Now, more than ever, it is important to be sensible with your income and find ways to make your money go further. Managing your finances can be tricky, but here are a few money saving tips and tricks that can help to make it easier for you.
First things first, it’s time to get your finances in order. If you are guilty of tapping your card without a thought to the available balance, creating a budget is the best place to start. Budgeting helps you to determine whether you spend more than you earn. That’s never a good place to be.
The 50/20/30 rule suggests you should aim to spend 50% of your income on essentials like rent and bills. 20% should go into savings and reserve the remaining 30% for wants and personal entertainment. This is a great rule of thumb to follow if you are new to budgeting as it is simple and easy to follow.
Websites like Mint can help you to manage your budget, offering information about your credit score too. Alternatively, you could use the Budget Planner from Money Saving Expert (MSE). The free budgeting spreadsheet allows you to input your income and outgoings, while the dedicated webpage has helpful information to make sure you fill out the form accurately. Once completed the spreadsheet will generate a result. The guide then offers advice for better managing your spending, based on your results.
Another way to keep account of your finances is to track your expenses. This helps you to become more mindful of your spending. It shows you negative spending habits and provides the backbone for developing your budget plan. It also helps to beat financial stress as you get a clear picture of where your money is going.
You can track your expenses by writing down all of your day-to-day spending in a notebook, or by using an app like Emma, Money Dashboard or Yolt. Both methods help you to become more accountable for the money you spend.
If you want to manage larger savings, invest your money or need advice on pensions, mortgages or other financial topics, you may want to look into hiring a financial advisor. Professionals can charge £75-£350 per hour, or may charge a monthly fee. Be sure to factor that into your outgoings before contacting an advisor!
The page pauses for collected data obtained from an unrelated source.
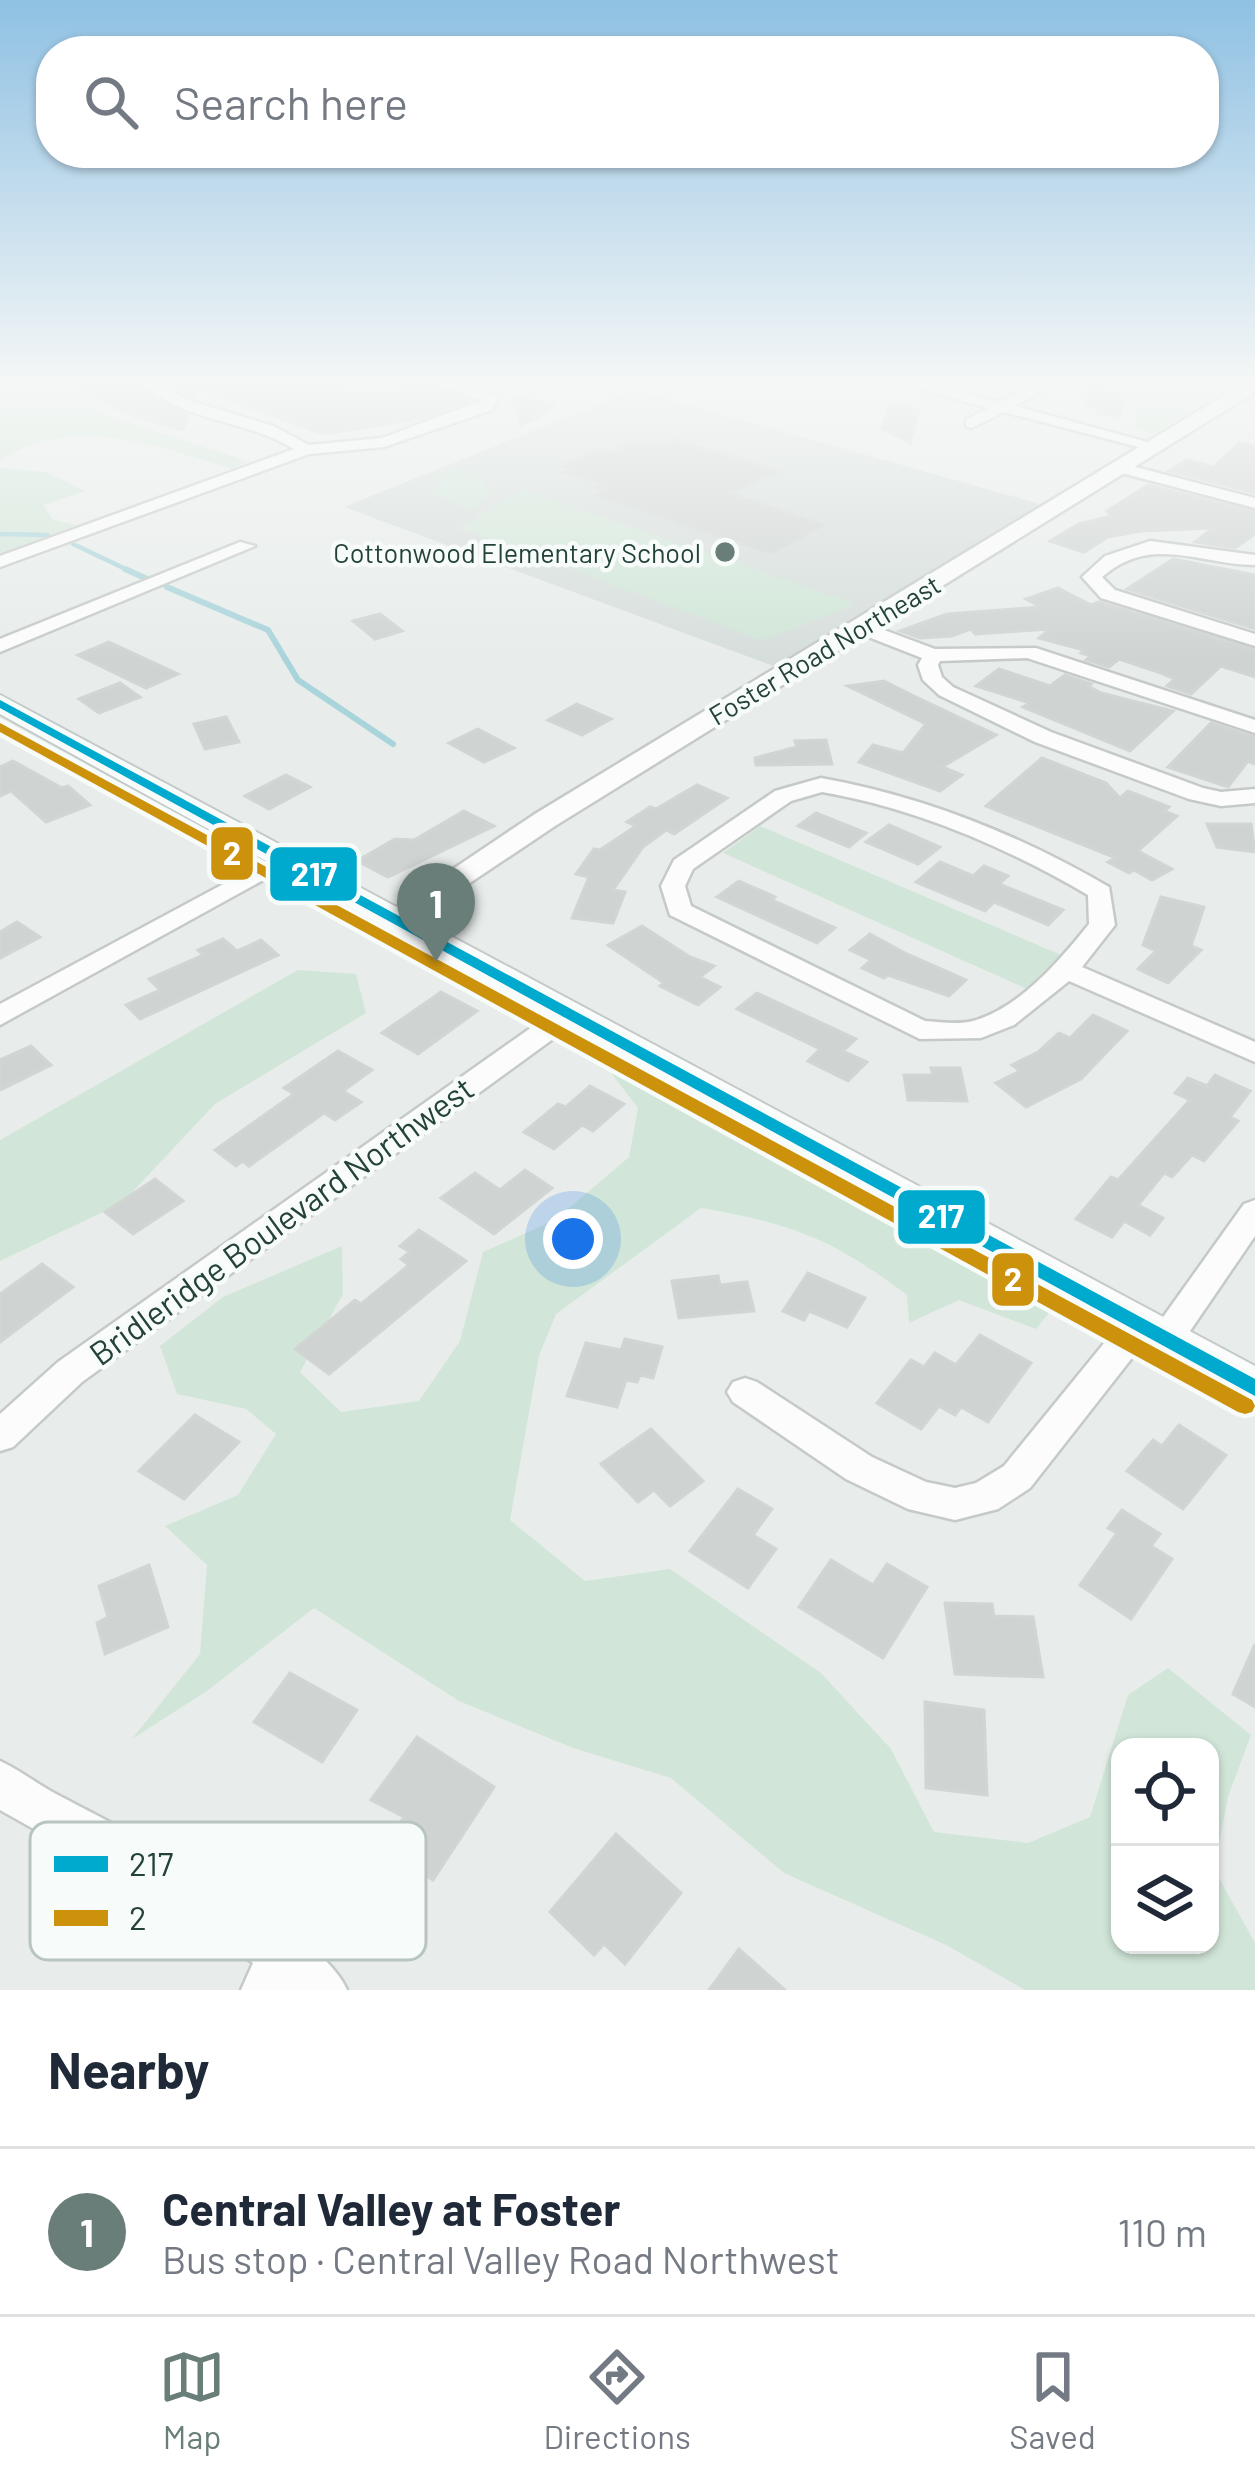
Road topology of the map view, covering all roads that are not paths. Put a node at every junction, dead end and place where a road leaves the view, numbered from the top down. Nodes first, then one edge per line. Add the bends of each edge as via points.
1 (238, 475) edge
2 (1109, 475) edge
3 (1146, 475) edge
4 (1255, 503) edge
5 (246, 546) dead end
6 (1255, 560) edge
7 (0, 562) edge
8 (860, 627) junction
9 (1255, 640) edge
10 (0, 646) edge
11 (933, 655) junction
12 (0, 704) edge
13 (1255, 727) edge
14 (1255, 796) edge
15 (285, 858) junction
16 (396, 918) junction
17 (1066, 970) junction
18 (569, 1014) junction
19 (0, 1016) edge
20 (1255, 1053) edge
21 (1255, 1212) edge
22 (1166, 1340) junction
23 (1255, 1388) edge
24 (745, 1392) dead end
25 (0, 1436) edge
26 (0, 1783) edge
27 (63, 1822) edge
28 (274, 1972) edge
29 (323, 1990) edge

1 - 7 street
2 - 8 street, Foster Road Northeast
3 - 4 street
5 - 10 street
6 - 9 street via 1138,545 1091,578 1108,594
8 - 11 street
8 - 16 street, Foster Road Northeast
11 - 13 street via 1029,652
11 - 14 street via 933,680 946,691 1043,737 1197,794
12 - 15 main road
15 - 16 main road
15 - 19 street
16 - 18 main road
17 - 17 street via 987,1026 920,1030 679,910 674,886 682,865 783,796 821,785 866,790 1066,870 1100,892 1102,925
17 - 20 street
18 - 22 main road
18 - 25 street, Bridleridge Boulevard Northwest via 70,1372
21 - 22 street
22 - 23 main road
22 - 24 street via 1126,1341 1017,1477 955,1504 859,1468
26 - 27 street
28 - 29 street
Once you have analysed your outgoings and determined your monthly budget, it’s time to get to work! If your budget seems tight, don’t panic, there are lots of easy ways to cut down your spending. MSE’s Money Makeover could help you to save £1000s after just a day of dedication to the cause. Step 2 of the makeover sets out a list of ‘pain-free savings’, a directory of MoneySaving guides helping you to find the best deals for your household bills, debt costs and personal bills. The guide also details ways to boost your income by taking advantage of different schemes, grants and offers.
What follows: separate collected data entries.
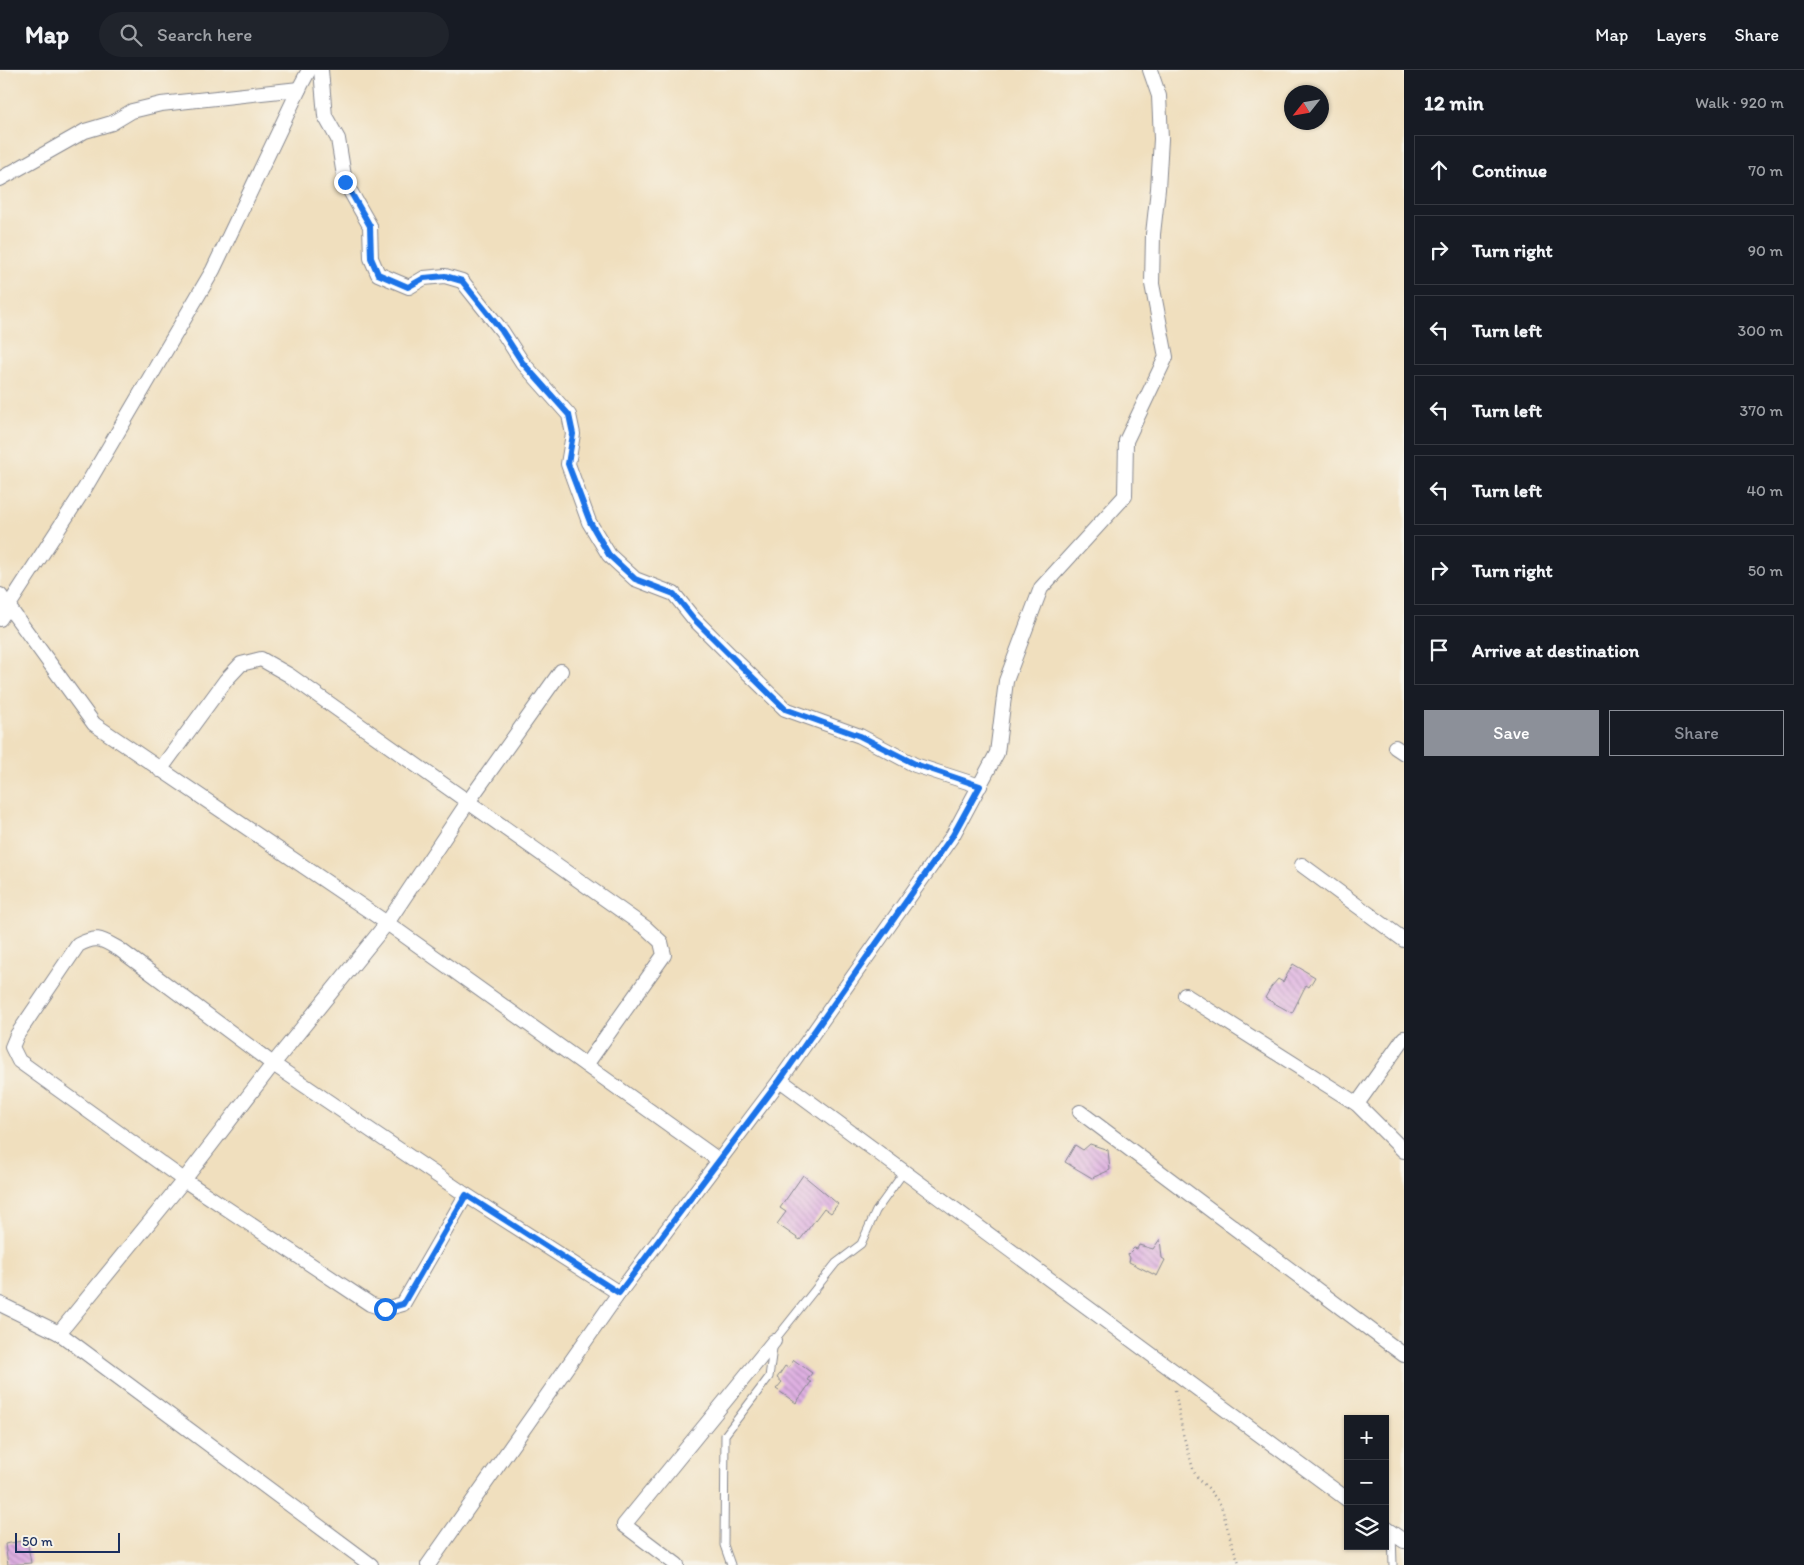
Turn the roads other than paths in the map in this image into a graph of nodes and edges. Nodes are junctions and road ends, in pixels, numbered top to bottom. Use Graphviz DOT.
graph roads {
  1 [pos="309,70"];
  2 [pos="321,70"];
  3 [pos="1150,70"];
  4 [pos="299,89"];
  5 [pos="0,179"];
  6 [pos="2,606"];
  7 [pos="0,620"];
  8 [pos="561,671"];
  9 [pos="160,770"];
  10 [pos="980,786"];
  11 [pos="468,802"];
  12 [pos="1302,865"];
  13 [pos="387,923"];
  14 [pos="1404,940"];
  15 [pos="1185,995"];
  16 [pos="1404,1038"];
  17 [pos="272,1064"];
  18 [pos="586,1065"];
  19 [pos="780,1080"];
  20 [pos="1357,1104"];
  21 [pos="1080,1112"];
  22 [pos="1404,1150"];
  23 [pos="720,1161"];
  24 [pos="904,1172"];
  25 [pos="184,1180"];
  26 [pos="466,1195"];
  27 [pos="619,1293"];
  28 [pos="0,1304"];
  29 [pos="59,1333"];
  30 [pos="774,1341"];
  31 [pos="1404,1355"];
  32 [pos="1344,1497"];
  33 [pos="1389,1531"];
  34 [pos="1389,1537"];
  35 [pos="1404,1541"];
  36 [pos="371,1565"];
  37 [pos="428,1565"];
  38 [pos="677,1565"];
  39 [pos="731,1565"];
  40 [pos="1393,1565"];
  1 -- 4 [label="street"];
  2 -- 10 [label="street"];
  3 -- 10 [label="street"];
  4 -- 5 [label="street"];
  4 -- 6 [label="street"];
  6 -- 7 [label="street"];
  6 -- 9 [label="street"];
  8 -- 11 [label="street"];
  9 -- 11 [label="street"];
  9 -- 13 [label="street"];
  10 -- 19 [label="street"];
  11 -- 13 [label="street"];
  11 -- 18 [label="street"];
  12 -- 14 [label="street"];
  13 -- 17 [label="street"];
  13 -- 18 [label="street"];
  15 -- 20 [label="street"];
  16 -- 20 [label="street"];
  17 -- 25 [label="street"];
  17 -- 25 [label="street"];
  17 -- 26 [label="street"];
  18 -- 23 [label="street"];
  19 -- 23 [label="street"];
  19 -- 24 [label="street"];
  20 -- 22 [label="street"];
  21 -- 31 [label="street"];
  23 -- 27 [label="street"];
  24 -- 30 [label="lane"];
  24 -- 32 [label="street"];
  25 -- 26 [label="street"];
  25 -- 29 [label="street"];
  26 -- 27 [label="street"];
  27 -- 37 [label="street"];
  28 -- 29 [label="street"];
  29 -- 36 [label="street"];
  30 -- 38 [label="street"];
  30 -- 39 [label="lane"];
  33 -- 35 [label="street"];
  34 -- 40 [label="lane"];
}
MSE also offers a tool called The Demotivator. The webpage shows you just how much you spend on non-essentials and helps you stop when you can’t afford it. By inputting details of your non-essential spending, the site will calculate the amount you spend per year on that item, as well as the number of working days it would take to pay for your unnecessary purchases – stressful stuff!
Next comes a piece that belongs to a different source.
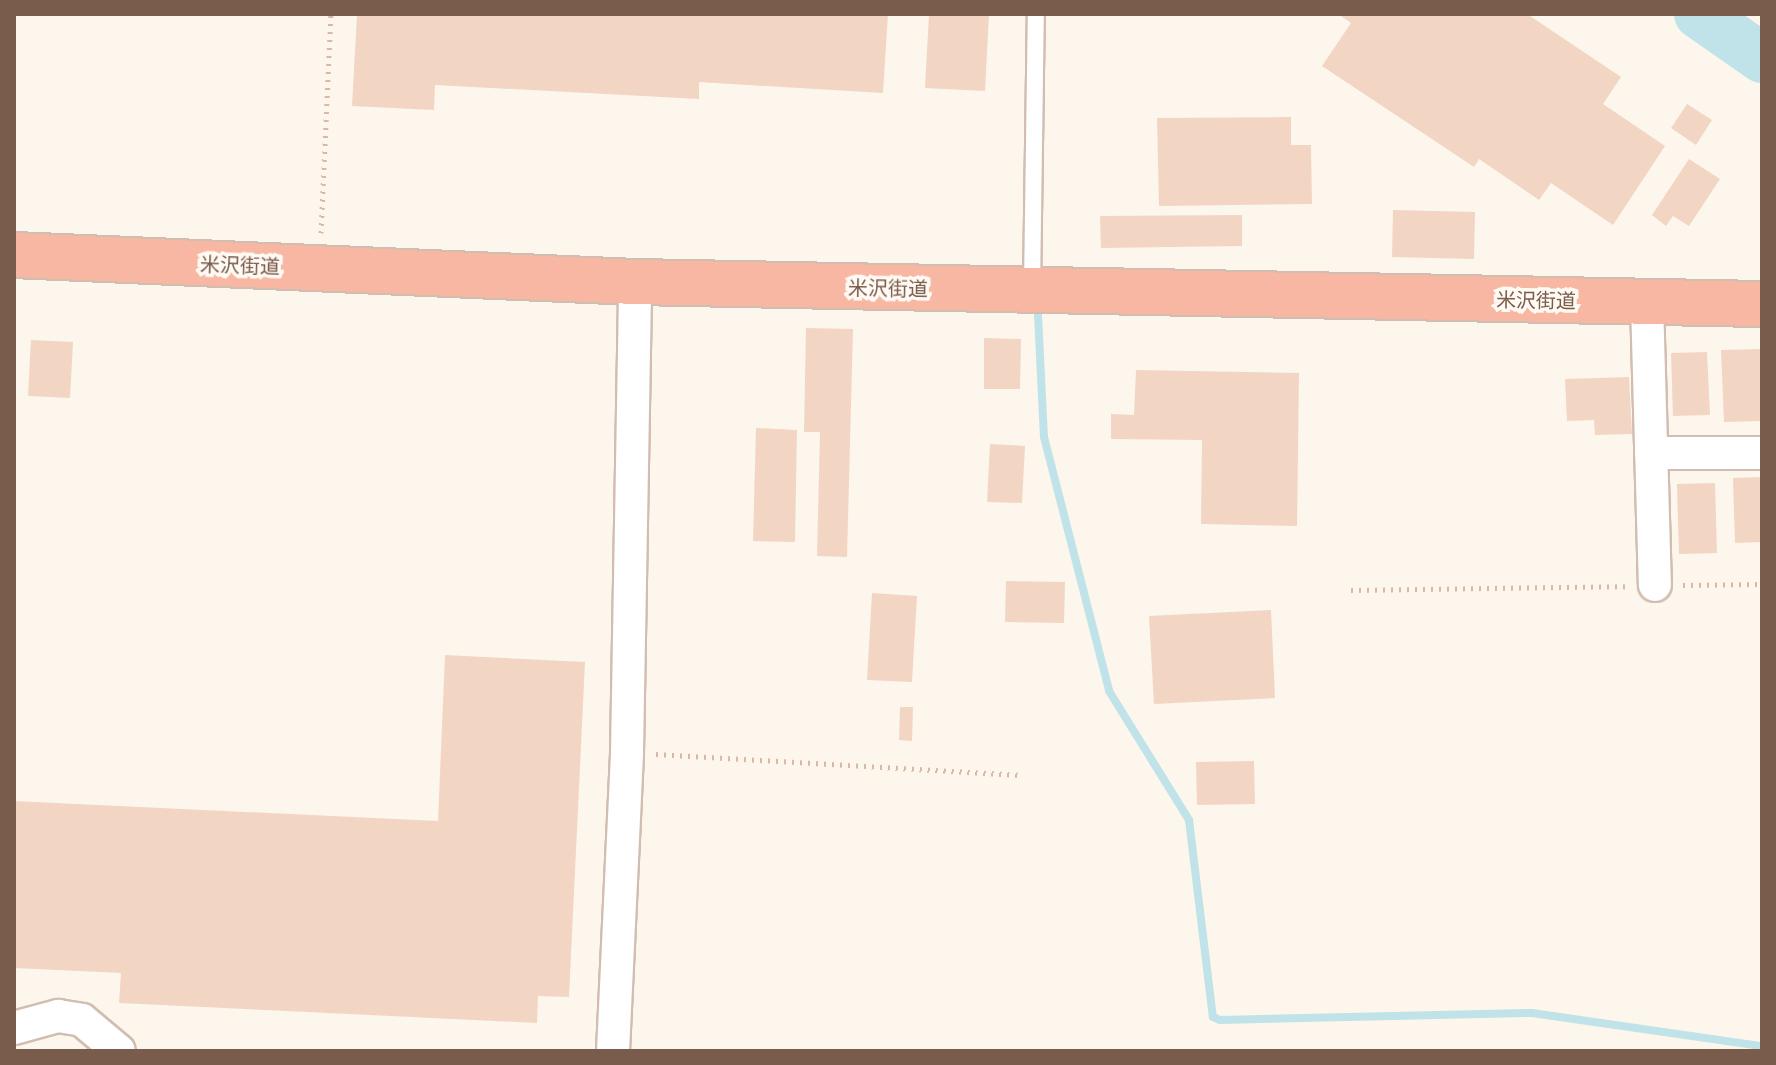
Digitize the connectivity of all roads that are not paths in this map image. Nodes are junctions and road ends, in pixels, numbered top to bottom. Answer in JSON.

Another quick and easy way to reduce your outgoings is to set ‘no spend’ days. Simply, these are days where you do not allow yourself to spend any money. Aim for one or two ‘no-spend’ days per week. This gives you an incentive to avoid the lunch time meal deal or the taxi fare home.
Also, look out for free loyalty cards (not branded credit cards!), sign up to marketing emails and get on social media to find out about offers on day-to-day purchases. For more savings, check out Save The Student’s Free Stuff List for details of the best freebies in the UK.
Saving money can be difficult, especially when you are working to a restrictive budget. But if you reduce your non-essential outgoings and cut your bills, you will be in a good position to save.
One method to make saving seem more feasible for those with a smaller income is called ‘skimming’. Any time you receive a payment, cash gift, or your wages, you simply skim a set amount of money off the top and put it straight into your savings account. The amount you move over can be a small percentage of the income, or the amount that rounds it down to the nearest £10. For instance, a payment of £108.96 would be taken as £100 and £8.96 would be moved to your savings. The ‘skimmed’ amount should be whatever seems feasible for you. The key here is to be consistent and to avoid dipping into that savings pot.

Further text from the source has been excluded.